_HOW TO COMPLETE THIS TASK_
Nothing in the entries may be dropped: restate them word for word.
- Opening Delimiter -
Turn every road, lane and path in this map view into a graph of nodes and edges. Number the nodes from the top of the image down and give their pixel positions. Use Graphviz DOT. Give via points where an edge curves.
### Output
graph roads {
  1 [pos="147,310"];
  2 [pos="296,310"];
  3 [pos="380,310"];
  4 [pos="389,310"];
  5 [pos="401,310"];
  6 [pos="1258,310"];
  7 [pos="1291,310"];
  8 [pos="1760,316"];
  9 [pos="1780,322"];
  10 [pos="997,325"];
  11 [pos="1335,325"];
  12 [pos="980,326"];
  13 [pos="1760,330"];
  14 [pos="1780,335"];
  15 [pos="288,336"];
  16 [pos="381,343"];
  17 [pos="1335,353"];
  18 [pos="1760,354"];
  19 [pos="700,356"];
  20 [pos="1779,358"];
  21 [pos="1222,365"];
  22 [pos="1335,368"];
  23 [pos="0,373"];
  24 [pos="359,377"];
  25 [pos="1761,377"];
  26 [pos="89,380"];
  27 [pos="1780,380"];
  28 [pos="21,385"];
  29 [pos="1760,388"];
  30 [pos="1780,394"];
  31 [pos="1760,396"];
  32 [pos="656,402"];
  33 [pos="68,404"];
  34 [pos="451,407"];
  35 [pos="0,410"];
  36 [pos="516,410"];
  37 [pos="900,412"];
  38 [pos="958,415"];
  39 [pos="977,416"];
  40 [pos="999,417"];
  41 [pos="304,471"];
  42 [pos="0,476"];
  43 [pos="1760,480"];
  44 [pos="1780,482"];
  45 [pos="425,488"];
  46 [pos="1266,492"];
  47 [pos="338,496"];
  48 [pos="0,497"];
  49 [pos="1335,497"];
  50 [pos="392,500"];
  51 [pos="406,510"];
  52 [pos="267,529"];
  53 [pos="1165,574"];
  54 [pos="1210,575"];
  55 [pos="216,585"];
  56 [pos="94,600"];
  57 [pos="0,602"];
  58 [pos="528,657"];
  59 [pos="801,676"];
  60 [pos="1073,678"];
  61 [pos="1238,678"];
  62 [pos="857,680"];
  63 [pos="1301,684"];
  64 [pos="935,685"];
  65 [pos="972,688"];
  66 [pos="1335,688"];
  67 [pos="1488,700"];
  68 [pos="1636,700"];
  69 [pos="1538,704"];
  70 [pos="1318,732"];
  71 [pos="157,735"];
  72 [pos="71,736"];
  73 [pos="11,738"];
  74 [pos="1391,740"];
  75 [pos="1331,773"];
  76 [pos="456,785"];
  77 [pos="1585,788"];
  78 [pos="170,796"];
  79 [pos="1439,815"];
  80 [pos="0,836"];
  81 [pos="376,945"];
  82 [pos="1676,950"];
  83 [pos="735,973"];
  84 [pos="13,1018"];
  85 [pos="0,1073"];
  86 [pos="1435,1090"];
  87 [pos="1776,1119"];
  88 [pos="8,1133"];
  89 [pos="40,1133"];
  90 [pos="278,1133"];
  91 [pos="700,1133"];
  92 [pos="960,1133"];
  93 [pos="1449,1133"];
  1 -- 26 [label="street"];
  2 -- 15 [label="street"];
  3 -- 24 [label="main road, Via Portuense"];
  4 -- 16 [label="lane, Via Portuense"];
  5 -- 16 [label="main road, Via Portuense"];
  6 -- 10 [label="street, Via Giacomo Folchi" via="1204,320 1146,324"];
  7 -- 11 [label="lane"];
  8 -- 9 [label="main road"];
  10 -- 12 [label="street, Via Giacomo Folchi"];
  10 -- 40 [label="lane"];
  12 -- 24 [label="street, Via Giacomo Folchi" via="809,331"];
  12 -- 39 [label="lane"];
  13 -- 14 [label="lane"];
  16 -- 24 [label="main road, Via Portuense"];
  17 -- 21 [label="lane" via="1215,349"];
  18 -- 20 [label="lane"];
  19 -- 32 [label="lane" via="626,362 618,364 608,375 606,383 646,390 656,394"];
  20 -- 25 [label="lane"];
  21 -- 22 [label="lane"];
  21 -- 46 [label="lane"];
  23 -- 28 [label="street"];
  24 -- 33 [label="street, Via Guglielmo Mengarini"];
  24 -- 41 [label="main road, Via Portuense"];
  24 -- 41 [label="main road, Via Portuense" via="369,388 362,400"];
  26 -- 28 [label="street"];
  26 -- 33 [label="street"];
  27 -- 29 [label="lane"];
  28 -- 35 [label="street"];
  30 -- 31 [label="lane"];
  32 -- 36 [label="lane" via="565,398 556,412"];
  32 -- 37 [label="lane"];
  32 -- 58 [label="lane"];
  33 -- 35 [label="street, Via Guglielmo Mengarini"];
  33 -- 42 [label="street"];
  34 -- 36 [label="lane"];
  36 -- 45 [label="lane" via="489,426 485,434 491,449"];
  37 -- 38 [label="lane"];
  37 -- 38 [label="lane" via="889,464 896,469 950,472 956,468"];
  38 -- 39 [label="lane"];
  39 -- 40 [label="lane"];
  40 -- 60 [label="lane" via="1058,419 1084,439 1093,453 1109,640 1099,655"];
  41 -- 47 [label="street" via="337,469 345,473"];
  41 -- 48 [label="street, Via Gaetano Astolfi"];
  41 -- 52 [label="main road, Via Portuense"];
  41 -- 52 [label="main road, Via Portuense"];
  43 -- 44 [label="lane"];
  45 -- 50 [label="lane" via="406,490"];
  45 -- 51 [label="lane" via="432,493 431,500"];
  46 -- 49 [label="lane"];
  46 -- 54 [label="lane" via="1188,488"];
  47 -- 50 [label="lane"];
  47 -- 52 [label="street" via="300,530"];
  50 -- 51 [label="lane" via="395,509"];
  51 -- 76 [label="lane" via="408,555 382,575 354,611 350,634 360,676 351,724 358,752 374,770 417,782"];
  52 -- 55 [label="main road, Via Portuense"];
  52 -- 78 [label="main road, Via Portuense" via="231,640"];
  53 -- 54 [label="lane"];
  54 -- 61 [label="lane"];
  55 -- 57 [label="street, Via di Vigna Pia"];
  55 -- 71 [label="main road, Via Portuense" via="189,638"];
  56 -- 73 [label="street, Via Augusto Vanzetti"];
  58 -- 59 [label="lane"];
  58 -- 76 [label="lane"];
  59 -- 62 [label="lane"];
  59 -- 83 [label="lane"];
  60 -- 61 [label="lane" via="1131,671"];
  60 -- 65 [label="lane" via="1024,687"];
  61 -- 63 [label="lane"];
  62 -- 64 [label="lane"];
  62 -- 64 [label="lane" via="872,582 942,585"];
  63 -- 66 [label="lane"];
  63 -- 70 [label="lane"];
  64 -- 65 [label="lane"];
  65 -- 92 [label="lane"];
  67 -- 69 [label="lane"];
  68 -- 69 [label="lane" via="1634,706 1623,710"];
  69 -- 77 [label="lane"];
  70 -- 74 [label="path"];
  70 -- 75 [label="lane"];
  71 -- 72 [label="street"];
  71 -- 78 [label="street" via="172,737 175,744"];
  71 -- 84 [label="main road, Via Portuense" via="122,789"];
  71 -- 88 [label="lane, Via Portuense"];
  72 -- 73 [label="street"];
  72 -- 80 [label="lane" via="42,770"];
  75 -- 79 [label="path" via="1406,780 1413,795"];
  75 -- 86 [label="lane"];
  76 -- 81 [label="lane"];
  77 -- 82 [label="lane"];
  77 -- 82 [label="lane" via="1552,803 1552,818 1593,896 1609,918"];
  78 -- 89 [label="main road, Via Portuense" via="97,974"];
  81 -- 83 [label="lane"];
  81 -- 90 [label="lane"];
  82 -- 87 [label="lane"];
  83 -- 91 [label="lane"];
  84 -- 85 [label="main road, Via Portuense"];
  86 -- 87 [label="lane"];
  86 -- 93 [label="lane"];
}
- Closing Delimiter -
_SOLUTION FOR THIS TASK_
Turn every road, lane and path in this map view into a graph of nodes and edges. Number the nodes from the top of the image down and give their pixel positions. Use Graphviz DOT. Give via points where an edge curves.
### Output
graph roads {
  1 [pos="147,310"];
  2 [pos="296,310"];
  3 [pos="380,310"];
  4 [pos="389,310"];
  5 [pos="401,310"];
  6 [pos="1258,310"];
  7 [pos="1291,310"];
  8 [pos="1760,316"];
  9 [pos="1780,322"];
  10 [pos="997,325"];
  11 [pos="1335,325"];
  12 [pos="980,326"];
  13 [pos="1760,330"];
  14 [pos="1780,335"];
  15 [pos="288,336"];
  16 [pos="381,343"];
  17 [pos="1335,353"];
  18 [pos="1760,354"];
  19 [pos="700,356"];
  20 [pos="1779,358"];
  21 [pos="1222,365"];
  22 [pos="1335,368"];
  23 [pos="0,373"];
  24 [pos="359,377"];
  25 [pos="1761,377"];
  26 [pos="89,380"];
  27 [pos="1780,380"];
  28 [pos="21,385"];
  29 [pos="1760,388"];
  30 [pos="1780,394"];
  31 [pos="1760,396"];
  32 [pos="656,402"];
  33 [pos="68,404"];
  34 [pos="451,407"];
  35 [pos="0,410"];
  36 [pos="516,410"];
  37 [pos="900,412"];
  38 [pos="958,415"];
  39 [pos="977,416"];
  40 [pos="999,417"];
  41 [pos="304,471"];
  42 [pos="0,476"];
  43 [pos="1760,480"];
  44 [pos="1780,482"];
  45 [pos="425,488"];
  46 [pos="1266,492"];
  47 [pos="338,496"];
  48 [pos="0,497"];
  49 [pos="1335,497"];
  50 [pos="392,500"];
  51 [pos="406,510"];
  52 [pos="267,529"];
  53 [pos="1165,574"];
  54 [pos="1210,575"];
  55 [pos="216,585"];
  56 [pos="94,600"];
  57 [pos="0,602"];
  58 [pos="528,657"];
  59 [pos="801,676"];
  60 [pos="1073,678"];
  61 [pos="1238,678"];
  62 [pos="857,680"];
  63 [pos="1301,684"];
  64 [pos="935,685"];
  65 [pos="972,688"];
  66 [pos="1335,688"];
  67 [pos="1488,700"];
  68 [pos="1636,700"];
  69 [pos="1538,704"];
  70 [pos="1318,732"];
  71 [pos="157,735"];
  72 [pos="71,736"];
  73 [pos="11,738"];
  74 [pos="1391,740"];
  75 [pos="1331,773"];
  76 [pos="456,785"];
  77 [pos="1585,788"];
  78 [pos="170,796"];
  79 [pos="1439,815"];
  80 [pos="0,836"];
  81 [pos="376,945"];
  82 [pos="1676,950"];
  83 [pos="735,973"];
  84 [pos="13,1018"];
  85 [pos="0,1073"];
  86 [pos="1435,1090"];
  87 [pos="1776,1119"];
  88 [pos="8,1133"];
  89 [pos="40,1133"];
  90 [pos="278,1133"];
  91 [pos="700,1133"];
  92 [pos="960,1133"];
  93 [pos="1449,1133"];
  1 -- 26 [label="street"];
  2 -- 15 [label="street"];
  3 -- 24 [label="main road, Via Portuense"];
  4 -- 16 [label="lane, Via Portuense"];
  5 -- 16 [label="main road, Via Portuense"];
  6 -- 10 [label="street, Via Giacomo Folchi" via="1204,320 1146,324"];
  7 -- 11 [label="lane"];
  8 -- 9 [label="main road"];
  10 -- 12 [label="street, Via Giacomo Folchi"];
  10 -- 40 [label="lane"];
  12 -- 24 [label="street, Via Giacomo Folchi" via="809,331"];
  12 -- 39 [label="lane"];
  13 -- 14 [label="lane"];
  16 -- 24 [label="main road, Via Portuense"];
  17 -- 21 [label="lane" via="1215,349"];
  18 -- 20 [label="lane"];
  19 -- 32 [label="lane" via="626,362 618,364 608,375 606,383 646,390 656,394"];
  20 -- 25 [label="lane"];
  21 -- 22 [label="lane"];
  21 -- 46 [label="lane"];
  23 -- 28 [label="street"];
  24 -- 33 [label="street, Via Guglielmo Mengarini"];
  24 -- 41 [label="main road, Via Portuense"];
  24 -- 41 [label="main road, Via Portuense" via="369,388 362,400"];
  26 -- 28 [label="street"];
  26 -- 33 [label="street"];
  27 -- 29 [label="lane"];
  28 -- 35 [label="street"];
  30 -- 31 [label="lane"];
  32 -- 36 [label="lane" via="565,398 556,412"];
  32 -- 37 [label="lane"];
  32 -- 58 [label="lane"];
  33 -- 35 [label="street, Via Guglielmo Mengarini"];
  33 -- 42 [label="street"];
  34 -- 36 [label="lane"];
  36 -- 45 [label="lane" via="489,426 485,434 491,449"];
  37 -- 38 [label="lane"];
  37 -- 38 [label="lane" via="889,464 896,469 950,472 956,468"];
  38 -- 39 [label="lane"];
  39 -- 40 [label="lane"];
  40 -- 60 [label="lane" via="1058,419 1084,439 1093,453 1109,640 1099,655"];
  41 -- 47 [label="street" via="337,469 345,473"];
  41 -- 48 [label="street, Via Gaetano Astolfi"];
  41 -- 52 [label="main road, Via Portuense"];
  41 -- 52 [label="main road, Via Portuense"];
  43 -- 44 [label="lane"];
  45 -- 50 [label="lane" via="406,490"];
  45 -- 51 [label="lane" via="432,493 431,500"];
  46 -- 49 [label="lane"];
  46 -- 54 [label="lane" via="1188,488"];
  47 -- 50 [label="lane"];
  47 -- 52 [label="street" via="300,530"];
  50 -- 51 [label="lane" via="395,509"];
  51 -- 76 [label="lane" via="408,555 382,575 354,611 350,634 360,676 351,724 358,752 374,770 417,782"];
  52 -- 55 [label="main road, Via Portuense"];
  52 -- 78 [label="main road, Via Portuense" via="231,640"];
  53 -- 54 [label="lane"];
  54 -- 61 [label="lane"];
  55 -- 57 [label="street, Via di Vigna Pia"];
  55 -- 71 [label="main road, Via Portuense" via="189,638"];
  56 -- 73 [label="street, Via Augusto Vanzetti"];
  58 -- 59 [label="lane"];
  58 -- 76 [label="lane"];
  59 -- 62 [label="lane"];
  59 -- 83 [label="lane"];
  60 -- 61 [label="lane" via="1131,671"];
  60 -- 65 [label="lane" via="1024,687"];
  61 -- 63 [label="lane"];
  62 -- 64 [label="lane"];
  62 -- 64 [label="lane" via="872,582 942,585"];
  63 -- 66 [label="lane"];
  63 -- 70 [label="lane"];
  64 -- 65 [label="lane"];
  65 -- 92 [label="lane"];
  67 -- 69 [label="lane"];
  68 -- 69 [label="lane" via="1634,706 1623,710"];
  69 -- 77 [label="lane"];
  70 -- 74 [label="path"];
  70 -- 75 [label="lane"];
  71 -- 72 [label="street"];
  71 -- 78 [label="street" via="172,737 175,744"];
  71 -- 84 [label="main road, Via Portuense" via="122,789"];
  71 -- 88 [label="lane, Via Portuense"];
  72 -- 73 [label="street"];
  72 -- 80 [label="lane" via="42,770"];
  75 -- 79 [label="path" via="1406,780 1413,795"];
  75 -- 86 [label="lane"];
  76 -- 81 [label="lane"];
  77 -- 82 [label="lane"];
  77 -- 82 [label="lane" via="1552,803 1552,818 1593,896 1609,918"];
  78 -- 89 [label="main road, Via Portuense" via="97,974"];
  81 -- 83 [label="lane"];
  81 -- 90 [label="lane"];
  82 -- 87 [label="lane"];
  83 -- 91 [label="lane"];
  84 -- 85 [label="main road, Via Portuense"];
  86 -- 87 [label="lane"];
  86 -- 93 [label="lane"];
}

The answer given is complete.